── SUPPLIED DATA ──

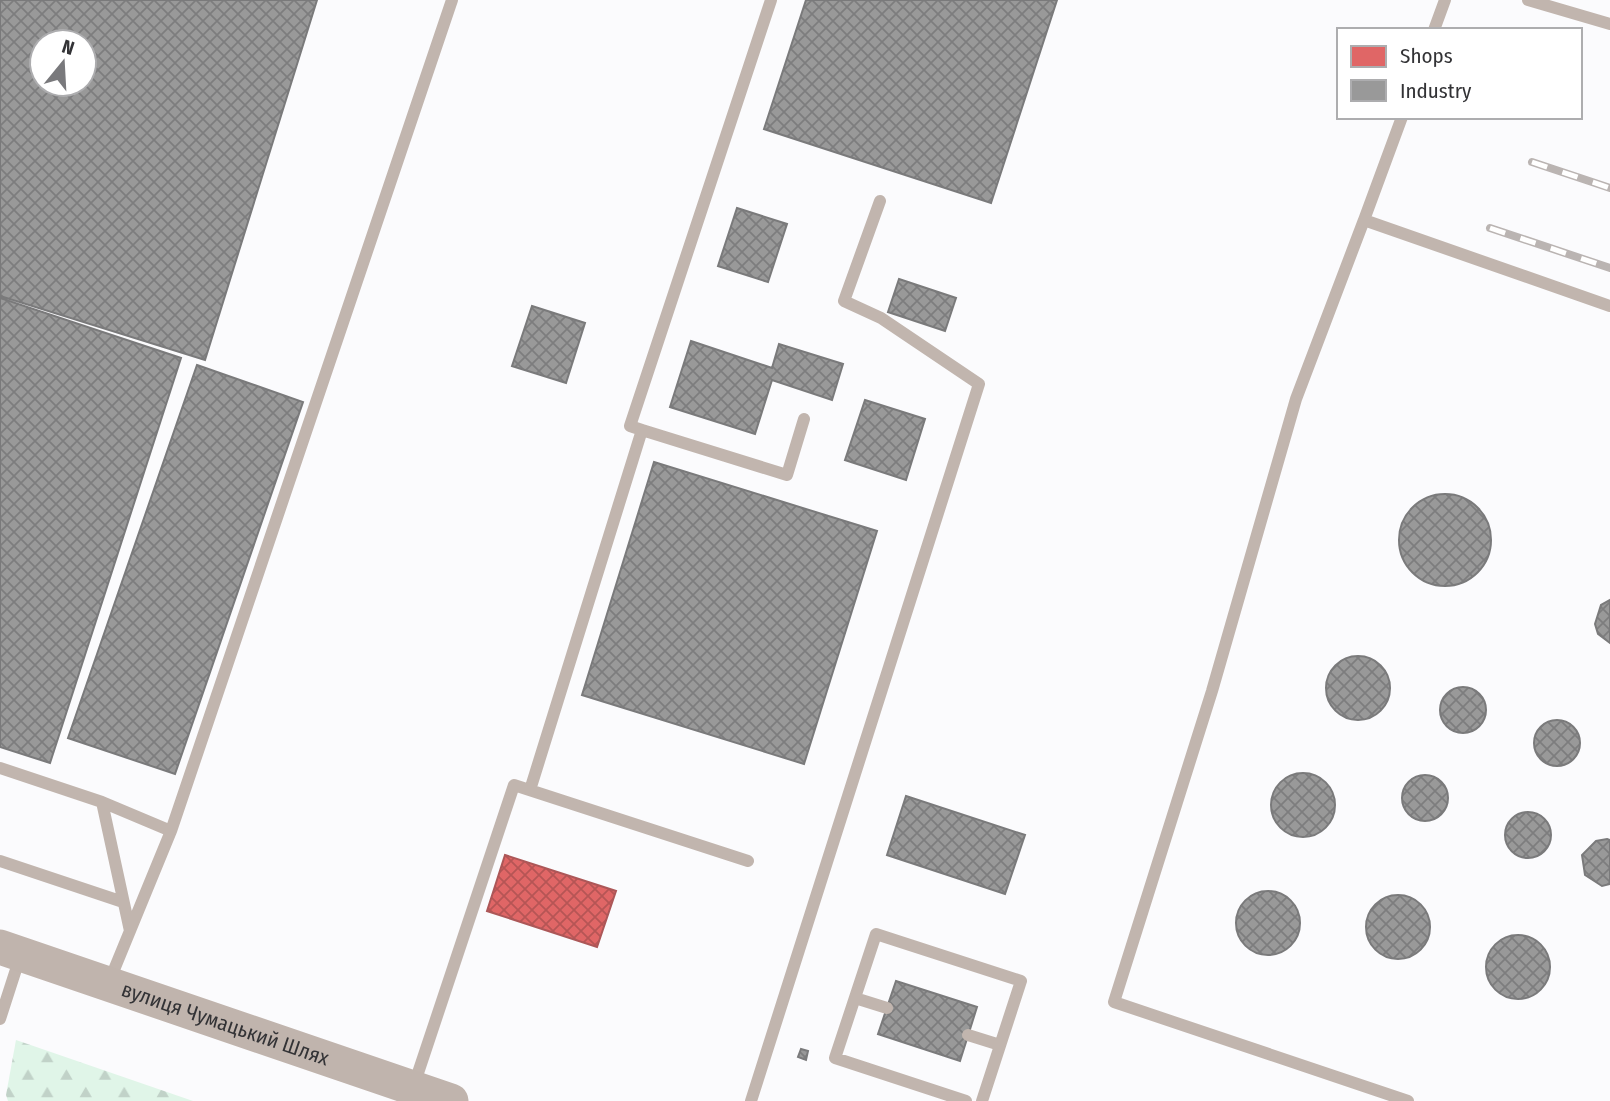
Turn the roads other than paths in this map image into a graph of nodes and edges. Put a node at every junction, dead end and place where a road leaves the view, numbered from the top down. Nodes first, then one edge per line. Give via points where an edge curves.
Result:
1 (453, 0) edge
2 (771, 0) edge
3 (1445, 0) edge
4 (1528, 0) edge
5 (1610, 24) edge
6 (1435, 28) edge
7 (1401, 119) edge
8 (880, 201) dead end
9 (1364, 220) junction
10 (1610, 306) edge
11 (804, 419) dead end
12 (642, 430) junction
13 (0, 768) edge
14 (530, 790) junction
15 (102, 802) junction
16 (171, 831) junction
17 (0, 861) edge
18 (748, 861) dead end
19 (123, 902) junction
20 (130, 931) junction
21 (10, 950) edge
22 (109, 984) junction
23 (855, 998) junction
24 (887, 1008) dead end
25 (0, 1019) edge
26 (968, 1035) dead end
27 (1000, 1045) junction
28 (413, 1088) junction
29 (451, 1101) edge
30 (751, 1101) edge
31 (966, 1101) edge
32 (982, 1101) edge
33 (1408, 1101) edge

1 - 16 lane
2 - 12 lane via 630,426
3 - 6 lane
4 - 5 lane
7 - 9 lane
8 - 30 lane via 844,301 881,317 979,384
9 - 10 lane
9 - 33 lane via 1296,399 1212,691 1114,1002
11 - 12 lane via 787,475
12 - 14 lane
13 - 15 lane
14 - 18 lane
14 - 28 lane via 514,785
15 - 16 lane
15 - 19 lane
16 - 20 lane
17 - 19 lane
19 - 20 lane
20 - 22 lane
21 - 22 main road, вулиця Чумацький Шлях
21 - 25 lane
22 - 28 main road, вулиця Чумацький Шлях
23 - 24 lane
23 - 27 lane via 876,934 1021,981
23 - 31 lane via 835,1058
26 - 27 lane
27 - 32 lane
28 - 29 main road, вулиця Чумацький Шлях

───

**TASK REQUIREMENTS:**
Leave every picture out. Retype the remaining data exactly.

**RESPONSE TO THIS TASK:**
Turn the roads other than paths in this map image into a graph of nodes and edges. Put a node at every junction, dead end and place where a road leaves the view, numbered from the top down. Nodes first, then one edge per line. Give via points where an edge curves.
Result:
1 (453, 0) edge
2 (771, 0) edge
3 (1445, 0) edge
4 (1528, 0) edge
5 (1610, 24) edge
6 (1435, 28) edge
7 (1401, 119) edge
8 (880, 201) dead end
9 (1364, 220) junction
10 (1610, 306) edge
11 (804, 419) dead end
12 (642, 430) junction
13 (0, 768) edge
14 (530, 790) junction
15 (102, 802) junction
16 (171, 831) junction
17 (0, 861) edge
18 (748, 861) dead end
19 (123, 902) junction
20 (130, 931) junction
21 (10, 950) edge
22 (109, 984) junction
23 (855, 998) junction
24 (887, 1008) dead end
25 (0, 1019) edge
26 (968, 1035) dead end
27 (1000, 1045) junction
28 (413, 1088) junction
29 (451, 1101) edge
30 (751, 1101) edge
31 (966, 1101) edge
32 (982, 1101) edge
33 (1408, 1101) edge

1 - 16 lane
2 - 12 lane via 630,426
3 - 6 lane
4 - 5 lane
7 - 9 lane
8 - 30 lane via 844,301 881,317 979,384
9 - 10 lane
9 - 33 lane via 1296,399 1212,691 1114,1002
11 - 12 lane via 787,475
12 - 14 lane
13 - 15 lane
14 - 18 lane
14 - 28 lane via 514,785
15 - 16 lane
15 - 19 lane
16 - 20 lane
17 - 19 lane
19 - 20 lane
20 - 22 lane
21 - 22 main road, вулиця Чумацький Шлях
21 - 25 lane
22 - 28 main road, вулиця Чумацький Шлях
23 - 24 lane
23 - 27 lane via 876,934 1021,981
23 - 31 lane via 835,1058
26 - 27 lane
27 - 32 lane
28 - 29 main road, вулиця Чумацький Шлях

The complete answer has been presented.